The real problem is the system. The problem is capitalism. It concentrates wealth and power into fewer and fewer hands, driving down wages at home, while attempting to dominate and exploit other countries. Capitalism is based on profit. Profit is what the capitalists, as a class, skim from the working class who produce all the goods and services in society. Eventually the system has a big crisis; a big bust follows the economic boom. There is a crisis of overproduction where the many cannot buy what they need even though it is for sale right in front of us. Bush, who did everything he could to promote the housing and financing boom, said in his national speech, “Eventually, the number of new houses exceeded the number of people willing to buy them.”
That line was buried amongst 12 minutes of lies. In the same speech he blamed the collapse of the financial system on the folks down the street who can’t pay their mortgage. As usual, Bush thinks people are too stupid to understand that the real sources of the crisis are his friends on Wall Street mixing mortgages in foreclosure with mortgages that are fine, to create financial instruments that they could buy, sell and trade like compulsive gamblers in Las Vegas. He blamed working people for taking out mortgages they couldn’t afford. The problem is the companies who made the mortgages – knowing the people who took them could not afford them – in order to profit from the closing costs. It is all about making more and more profit without any work.
This $700 billion crisis is, in part, shaped by Reaganomics. For 30 years, Reaganomics has meant slashing regulations and systematically transferring wealth to the rich while destroying unions and the standard of living for working people. The ruling class, Democrats and Republicans, are likely to ‘come together’ to bail out the big companies. If they do it will mean even more pain for working people. Most likely the Treasury will print money to cover the bailout. That will mean that every dollar we have is worth even less than it is now – inflation. With inflation comes even higher gas and food prices, more foreclosures as people are squeezed to their limit and unemployment.
Every CEO, banker, and big business tycoon is united about one thing – the Bailout. The politicians of both parties are saying the American taxpayer should bail out the rich guys. John McCain argues for a bailout with more oversight from less regulators. Sounds strange because it is strange. Obama is arguing for the bailout too, only adding that ordinary people need ‘relief’ and small tax cuts so they can spend the money and stimulate the economy. Sure, everyone wants an extra check, but only the rich people will get really big ones and everyone else will get small ones. The problem is neither argument addresses the fact that the system does not work. Those taxes will be taken back from workers by hook or by crook. It is a system of the rich, by the rich, and for the rich. We work for the system, the system does not work for us!

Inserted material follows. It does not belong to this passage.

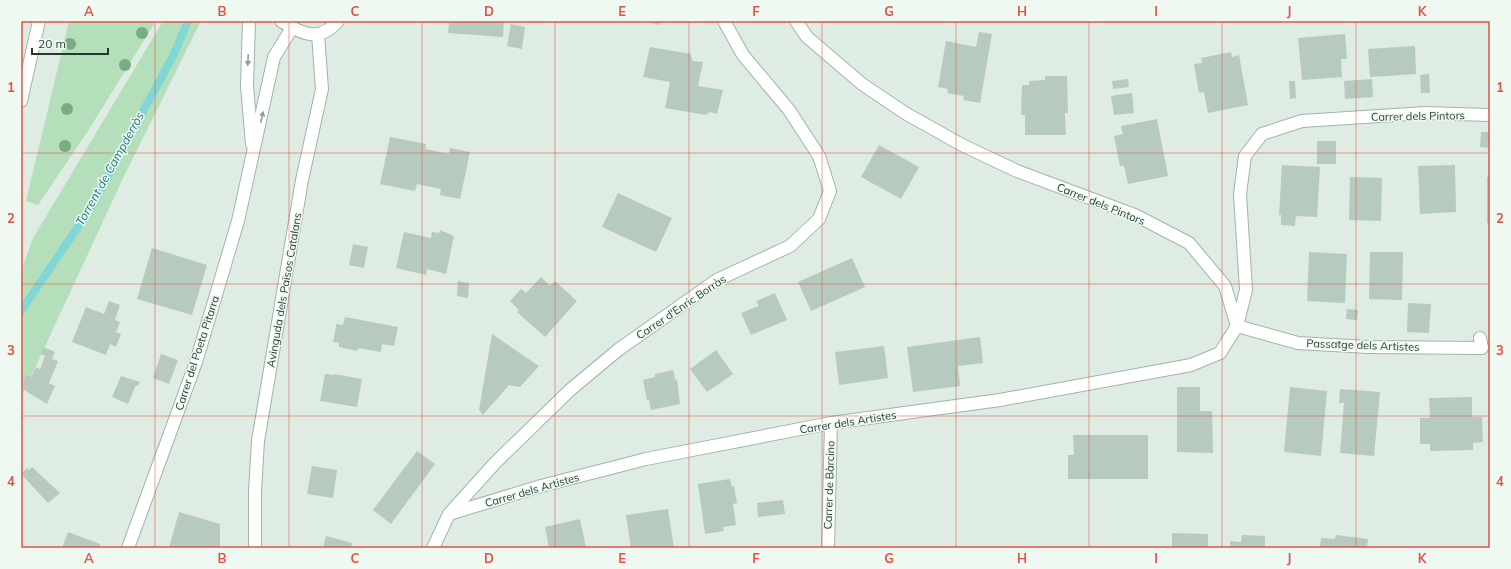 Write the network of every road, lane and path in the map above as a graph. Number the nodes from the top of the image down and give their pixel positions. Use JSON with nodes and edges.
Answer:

There is already talk from conservative pundits and the media about socialism. It is meant to confuse people. A few far-right politicians are saying the proposed bailouts are ‘socialism.’ This is wrong. Socialism is not a rescue package for bankers so capitalism can continue to ruin people’s lives. Socialism is a system that puts people first and it will replace capitalism upon the success of a revolution. Under socialism, the capitalist class – made up of billionaires and millionaires – is stripped of its wealth, its land, factories and big businesses. The rich are no longer in charge. Socialism requires the working class and their allies to be in power and to rule society for the interests of working people. This crisis will cause thoughtful people to start considering the alternative to capitalism, which is actual socialism.

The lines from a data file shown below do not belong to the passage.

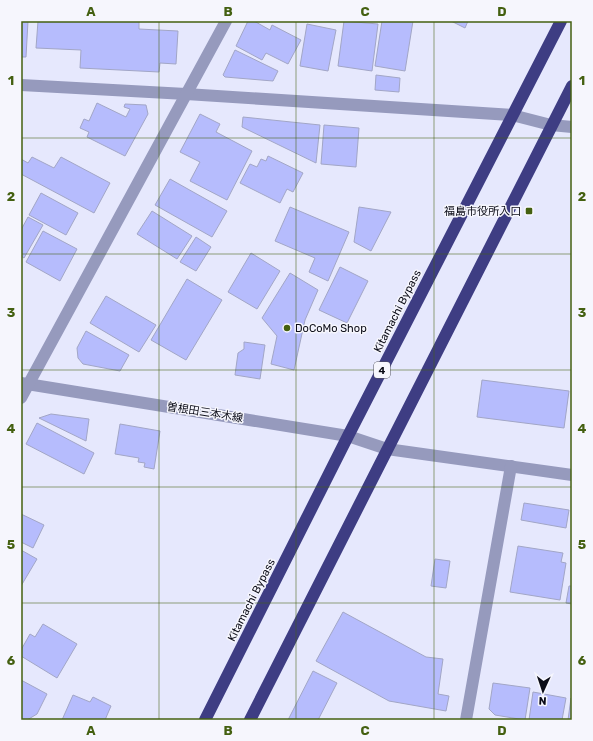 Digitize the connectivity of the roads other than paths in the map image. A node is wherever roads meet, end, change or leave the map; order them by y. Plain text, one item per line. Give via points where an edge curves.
1 (226, 21) edge
2 (561, 21) edge
3 (21, 85) edge
4 (572, 86) edge
5 (186, 94) junction
6 (512, 115) junction
7 (551, 125) junction
8 (572, 127) edge
9 (25, 383) edge
10 (21, 398) edge
11 (348, 436) junction
12 (387, 449) junction
13 (511, 466) junction
14 (572, 475) edge
15 (205, 720) edge
16 (250, 720) edge
17 (466, 720) edge

1 - 5 street
2 - 6 highway, Kitamachi Bypass / 4
3 - 5 street
4 - 7 highway
5 - 6 street
5 - 9 street
6 - 7 street
6 - 11 highway, Kitamachi Bypass / 4
7 - 8 street
7 - 12 highway
9 - 10 street
9 - 11 street, 曽根田三本木線
11 - 12 street, 曽根田三本木線
11 - 15 highway, Kitamachi Bypass / 4
12 - 13 street, 曽根田三本木線
12 - 16 highway
13 - 14 street, 曽根田三本木線
13 - 17 street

The policies of the Bush administration helped to speed the crisis along. People will remember Bush for the disaster in Iraq, his criminal inaction during Hurricane Katrina and now for his attempt to bail out of the bankers. Bush started office with a $200 billion surplus, but is now $400 billion in the hole. When the $700 billion (that the government does not have) is subtracted, the deficit will be $1.1 trillion.
Besides tax cuts for the rich, roads and bridges to nowhere, subsidies for corporate farming and other freebies to big business, Bush spent $600 billion on the occupation of Iraq – killing, maiming and ruining the lives of millions. Everyone knows that the wealthy were enthusiastic about invading Iraq to topple a powerful and independent government, seize Iraqi oil and dominate the Middle East. The Iraqi resistance, supported by the Iraqi people, foiled their plans. The rich are responsible for the disaster in Iraq and the rich are responsible for the disaster at home. Iraqis and Americans are united in the face of the same enemy. While Iraqis are defending their homes, Americans are fending off sheriffs with foreclosure notices.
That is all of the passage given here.